# Wood shavings for rats



## CrazyRatGirl1 (Nov 19, 2020)

Hi, I’ve heard mixed opinions on wood shavings for rats. I live in Portugal and find it really hard to find suitable beddings for rats. (If anyone knows where to get some that would be greatly appreciated.) I came across some wood shavings made for horses and wondered if this would be better than wood pellets. Sadly these are the only beddings I have found so far. The wood shavings are very thin but they are in larger chunks. Thanks you everyone 🤗


----------



## 511958 (Feb 11, 2019)

As far as I know, only one wood shaving bedding is safe for rats and that is aspen bedding. You really want to steer clear of pine and cedar.
Can you get something shipped online to you? If not, you can also use unscented, non-clumping, paper cat litter like Yesterday's News.


----------



## VivDaRatLuver (Dec 26, 2020)

Hemp beddings are also good if you can't find paper. Another option is using fleece and making a dig box.


----------



## CrazyRatGirl1 (Nov 19, 2020)

VivDaRatLuver said:


> Hemp beddings are also good if you can't find paper. Another option is using fleece and making a dig box.

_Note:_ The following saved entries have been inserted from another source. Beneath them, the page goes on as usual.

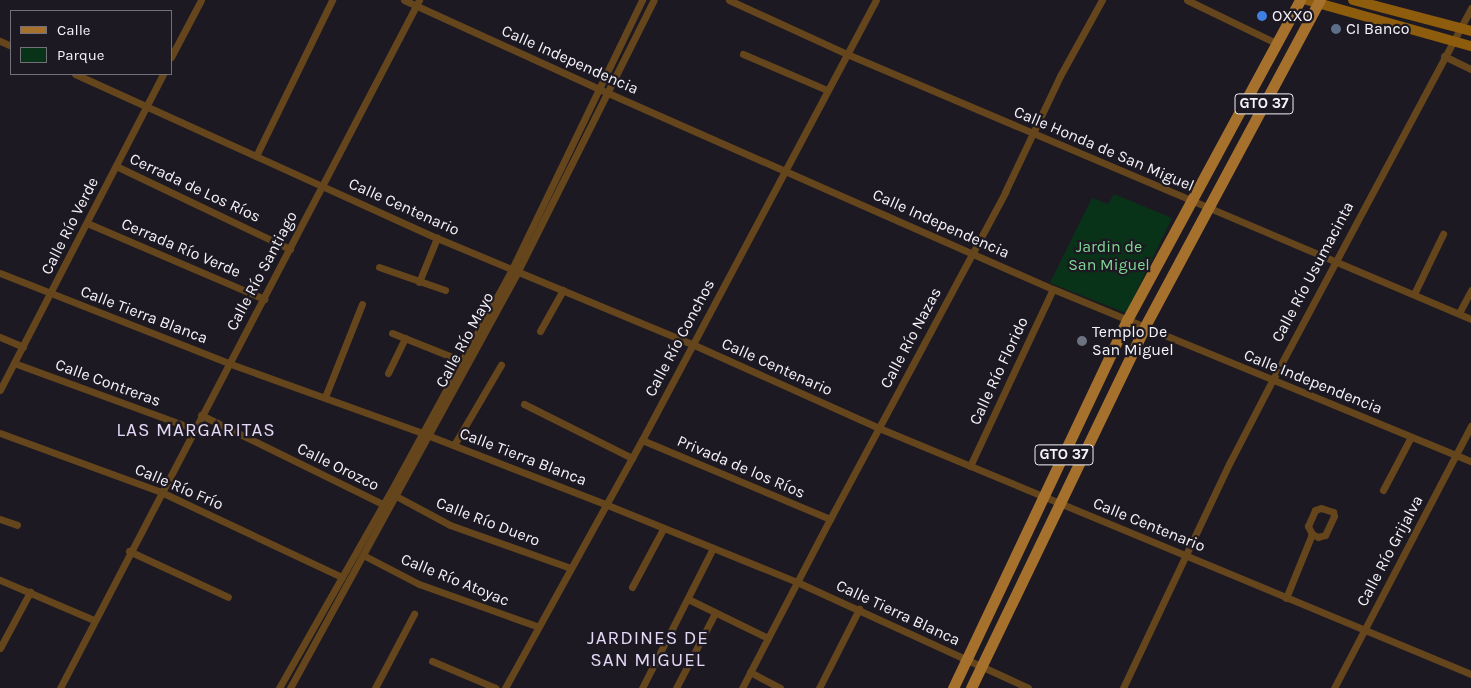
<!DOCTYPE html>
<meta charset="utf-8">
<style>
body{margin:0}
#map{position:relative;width:1471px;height:688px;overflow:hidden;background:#1d1922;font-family:Karla,sans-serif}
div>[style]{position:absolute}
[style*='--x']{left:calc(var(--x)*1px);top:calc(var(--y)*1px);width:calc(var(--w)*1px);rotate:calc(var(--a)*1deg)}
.green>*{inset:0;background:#093318}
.street>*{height:7px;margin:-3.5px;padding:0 3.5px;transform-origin:3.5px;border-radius:3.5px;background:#65451c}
.secondary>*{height:10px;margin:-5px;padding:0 5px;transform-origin:5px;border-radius:5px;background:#8e5c0d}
.primary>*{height:11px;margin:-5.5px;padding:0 5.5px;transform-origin:5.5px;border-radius:5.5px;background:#a5712c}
.dots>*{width:14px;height:14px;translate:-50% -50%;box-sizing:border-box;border:2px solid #1d1922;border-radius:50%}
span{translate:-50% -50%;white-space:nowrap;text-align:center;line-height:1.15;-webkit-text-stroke:4.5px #1d1922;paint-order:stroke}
.shield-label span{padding:1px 4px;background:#1d1922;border:1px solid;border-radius:4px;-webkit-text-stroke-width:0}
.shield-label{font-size:15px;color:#f5f3fa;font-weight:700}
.poi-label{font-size:16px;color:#f5f3fa}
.left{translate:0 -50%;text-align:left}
.street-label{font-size:16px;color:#f5f3fa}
.park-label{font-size:16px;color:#7fd795}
.quarter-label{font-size:19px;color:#e3d8f5;letter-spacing:1px}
.legend{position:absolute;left:10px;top:10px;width:162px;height:65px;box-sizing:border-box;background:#1d1922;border:1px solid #737078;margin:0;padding:6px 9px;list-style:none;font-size:15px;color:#f5f3fa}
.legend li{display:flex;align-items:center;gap:10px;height:25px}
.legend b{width:25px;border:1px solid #737078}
</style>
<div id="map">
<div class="green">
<div style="clip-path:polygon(1114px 194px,1172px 218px,1126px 313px,1050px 283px,1092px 198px,1108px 204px)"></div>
</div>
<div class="street">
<div style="--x:404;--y:0;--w:214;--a:24.5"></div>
<div style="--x:599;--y:89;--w:496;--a:23.8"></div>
<div style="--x:1053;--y:289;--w:452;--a:22.4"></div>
<div style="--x:729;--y:0;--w:130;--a:24.6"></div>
<div style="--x:847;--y:54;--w:678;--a:23.01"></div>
<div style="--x:1187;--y:0;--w:99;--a:25.8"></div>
<div style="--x:0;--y:41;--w:12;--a:24"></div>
<div style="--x:743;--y:54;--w:91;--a:23.2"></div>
<div style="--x:1444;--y:56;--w:30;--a:26"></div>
<div style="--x:171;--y:57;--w:64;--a:-62.2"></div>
<div style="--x:75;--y:74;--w:397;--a:24.4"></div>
<div style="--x:437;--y:238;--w:276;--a:22.6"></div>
<div style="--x:692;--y:344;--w:205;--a:24.2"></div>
<div style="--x:879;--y:428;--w:641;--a:22.56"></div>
<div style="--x:256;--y:156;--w:174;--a:-64"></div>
<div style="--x:116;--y:166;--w:193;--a:25.5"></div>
<div style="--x:87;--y:223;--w:193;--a:23.2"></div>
<div style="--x:379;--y:267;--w:70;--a:19.2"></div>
<div style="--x:0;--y:273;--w:245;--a:21.5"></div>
<div style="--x:228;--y:363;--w:206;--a:19.8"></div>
<div style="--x:422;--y:433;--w:196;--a:21.2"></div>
<div style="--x:605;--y:504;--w:207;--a:22.1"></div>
<div style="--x:797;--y:582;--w:254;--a:24.6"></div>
<div style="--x:419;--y:282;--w:48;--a:-67.8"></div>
<div style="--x:1414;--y:294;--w:67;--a:-64.2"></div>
<div style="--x:1459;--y:313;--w:26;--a:-62"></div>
<div style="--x:540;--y:331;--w:47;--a:-60.7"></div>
<div style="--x:392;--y:333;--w:75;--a:21.8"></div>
<div style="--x:0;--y:337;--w:25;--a:23"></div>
<div style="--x:14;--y:363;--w:192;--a:20.1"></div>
<div style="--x:388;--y:373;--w:39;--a:-64"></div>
<div style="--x:0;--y:390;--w:356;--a:-62.7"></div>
<div style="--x:325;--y:397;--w:100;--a:-68.3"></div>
<div style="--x:524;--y:404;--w:121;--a:26.6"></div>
<div style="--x:201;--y:415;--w:203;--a:26.1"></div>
<div style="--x:0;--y:433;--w:171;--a:20.1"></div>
<div style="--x:161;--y:492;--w:200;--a:25.2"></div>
<div style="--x:642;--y:440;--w:204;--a:22.8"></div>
<div style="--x:454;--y:445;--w:93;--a:-59.6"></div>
<div style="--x:970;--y:466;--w:195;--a:-64.9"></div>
<div style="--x:1383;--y:490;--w:60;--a:-62.2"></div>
<div style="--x:396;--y:496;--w:61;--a:28.2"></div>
<div style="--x:450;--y:525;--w:128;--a:19.6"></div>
<div style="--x:1321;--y:508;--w:13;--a:18"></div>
<div style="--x:1333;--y:512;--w:4;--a:76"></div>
<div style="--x:1334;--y:516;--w:21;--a:115"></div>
<div style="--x:1325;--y:535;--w:7;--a:164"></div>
<div style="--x:1318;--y:537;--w:7;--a:-153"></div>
<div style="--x:1312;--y:534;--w:9;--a:-117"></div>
<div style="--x:1308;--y:526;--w:17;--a:-66"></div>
<div style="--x:1315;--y:510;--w:6;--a:-18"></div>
<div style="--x:0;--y:519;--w:18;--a:19"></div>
<div style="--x:129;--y:551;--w:109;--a:24.9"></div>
<div style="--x:363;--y:555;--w:63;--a:27.4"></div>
<div style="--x:419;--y:584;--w:127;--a:19.7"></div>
<div style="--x:0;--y:580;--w:102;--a:23.1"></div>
<div style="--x:632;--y:587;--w:66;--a:-61.9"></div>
<div style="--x:1286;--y:598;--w:69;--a:-67.9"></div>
<div style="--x:688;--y:599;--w:89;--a:26"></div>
<div style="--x:0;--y:648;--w:64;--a:-61.8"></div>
<div style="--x:432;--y:661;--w:69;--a:22.9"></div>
<div style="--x:750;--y:672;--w:34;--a:28"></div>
<div style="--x:60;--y:688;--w:776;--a:-62.44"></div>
<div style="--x:279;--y:688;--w:224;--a:-60.4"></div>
<div style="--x:390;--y:493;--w:255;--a:-61.4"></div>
<div style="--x:512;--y:269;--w:299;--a:-64.2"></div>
<div style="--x:290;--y:688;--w:475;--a:-61.3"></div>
<div style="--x:518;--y:271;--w:303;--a:-63.4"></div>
<div style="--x:375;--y:688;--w:84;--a:-62.2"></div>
<div style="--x:505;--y:688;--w:283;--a:-61.1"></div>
<div style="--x:642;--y:440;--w:498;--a:-62"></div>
<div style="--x:642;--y:688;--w:157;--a:-63.1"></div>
<div style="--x:676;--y:688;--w:85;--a:-62.5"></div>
<div style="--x:742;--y:688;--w:191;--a:-62.5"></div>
<div style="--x:830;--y:519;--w:371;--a:-61.8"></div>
<div style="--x:1005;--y:192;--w:128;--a:-64.6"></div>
<div style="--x:1060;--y:76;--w:87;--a:-61.1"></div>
<div style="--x:819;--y:688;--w:89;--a:-63.1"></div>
<div style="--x:1123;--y:688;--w:250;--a:-64.7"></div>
<div style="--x:1230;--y:462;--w:91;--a:-62.6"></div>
<div style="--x:1272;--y:381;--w:423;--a:-61.9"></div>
<div style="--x:1334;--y:688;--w:296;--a:-62.4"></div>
</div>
<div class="secondary">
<div style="--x:1307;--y:0;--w:170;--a:15.7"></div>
<div style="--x:1353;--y:0;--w:122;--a:14.7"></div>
</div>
<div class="primary">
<div style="--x:953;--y:688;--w:407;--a:-64.7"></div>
<div style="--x:1127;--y:320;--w:364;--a:-61.6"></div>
<div style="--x:971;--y:688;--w:402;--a:-64.3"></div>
<div style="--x:1145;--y:326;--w:370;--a:-61.8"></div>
</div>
<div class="dots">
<div style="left:1262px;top:16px;background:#3f7fe0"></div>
<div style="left:1336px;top:29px;background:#5c6f8a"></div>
<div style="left:1082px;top:341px;background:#6b7280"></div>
</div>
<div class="shield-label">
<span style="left:1264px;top:104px">GTO 37</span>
<span style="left:1064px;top:455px">GTO 37</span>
</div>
<div class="poi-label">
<span class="left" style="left:1272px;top:16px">OXXO</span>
<span class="left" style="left:1346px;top:29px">CI Banco</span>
<span class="left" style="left:1092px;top:341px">Templo De<br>San Miguel</span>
</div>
<div class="street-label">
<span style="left:570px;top:60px;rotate:24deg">Calle Independencia</span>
<span style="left:1104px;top:149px;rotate:23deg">Calle Honda de San Miguel</span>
<span style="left:195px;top:188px;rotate:25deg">Cerrada de Los Ríos</span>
<span style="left:404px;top:207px;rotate:24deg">Calle Centenario</span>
<span style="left:941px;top:224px;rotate:24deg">Calle Independencia</span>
<span style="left:70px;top:226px;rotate:-63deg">Calle Río Verde</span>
<span style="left:181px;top:248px;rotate:23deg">Cerrada Río Verde</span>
<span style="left:262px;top:271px;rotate:-62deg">Calle Río Santiago</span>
<span style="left:1313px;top:272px;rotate:-62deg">Calle Río Usumacinta</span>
<span style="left:144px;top:315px;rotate:21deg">Calle Tierra Blanca</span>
<span style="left:680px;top:338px;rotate:-62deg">Calle Río Conchos</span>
<span style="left:911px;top:338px;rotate:-62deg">Calle Río Nazas</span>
<span style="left:465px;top:340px;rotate:-62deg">Calle Río Mayo</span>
<span style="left:777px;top:367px;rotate:24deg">Calle Centenario</span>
<span style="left:999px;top:371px;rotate:-65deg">Calle Río Florido</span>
<span style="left:1313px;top:382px;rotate:22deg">Calle Independencia</span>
<span style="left:108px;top:383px;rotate:20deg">Calle Contreras</span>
<span style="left:523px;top:457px;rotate:21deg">Calle Tierra Blanca</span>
<span style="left:338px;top:467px;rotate:26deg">Calle Orozco</span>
<span style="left:741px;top:467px;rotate:23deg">Privada de los Ríos</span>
<span style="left:179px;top:487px;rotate:23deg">Calle Río Frío</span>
<span style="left:488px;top:522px;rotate:21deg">Calle Río Duero</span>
<span style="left:1149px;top:525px;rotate:22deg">Calle Centenario</span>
<span style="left:1390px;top:551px;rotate:-62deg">Calle Río Grijalva</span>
<span style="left:455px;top:580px;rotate:22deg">Calle Río Atoyac</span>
<span style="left:898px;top:613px;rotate:25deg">Calle Tierra Blanca</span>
</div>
<div class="park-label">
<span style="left:1109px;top:256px">Jardin de<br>San Miguel</span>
</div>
<div class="quarter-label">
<span style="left:196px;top:431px">LAS MARGARITAS</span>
<span style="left:648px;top:650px">JARDINES DE<br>SAN MIGUEL</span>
</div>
<ul class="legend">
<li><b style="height:6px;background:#a5712c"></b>Calle</li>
<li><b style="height:14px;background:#093318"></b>Parque</li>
</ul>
</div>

I have heard fleece can be bad for rats because the pee just gathers in puddles and realises ammonia. Is this true? I might be wrong sorry. Thank you for the tip on hemp bedding I will keep an eye out for it. 🐀


----------



## TwilxghtRat (Nov 27, 2020)

CrazyRatGirl1 said:


> I have heard fleece can be bad for rats because the pee just gathers in puddles and realises ammonia. Is this true? I might be wrong sorry. Thank you for the tip on hemp bedding I will keep an eye out for it. 🐀


It can be, but you can put puppy pads or another absorbent item underneath! People with fleece usually have to change it fairly often though, at least once a week!


----------



## VivDaRatLuver (Dec 26, 2020)

Whenever I use fleece I change it every 3 days to avoid smell and ammonia.


----------



## CrazyRatGirl1 (Nov 19, 2020)

Thank you. I will definitely try fleece. I have a furat ferplast rat cage so I couldn’t clip the fleece down, could I use something like a ikea bathmat instead? Thank you so much everyone!


----------



## VivDaRatLuver (Dec 26, 2020)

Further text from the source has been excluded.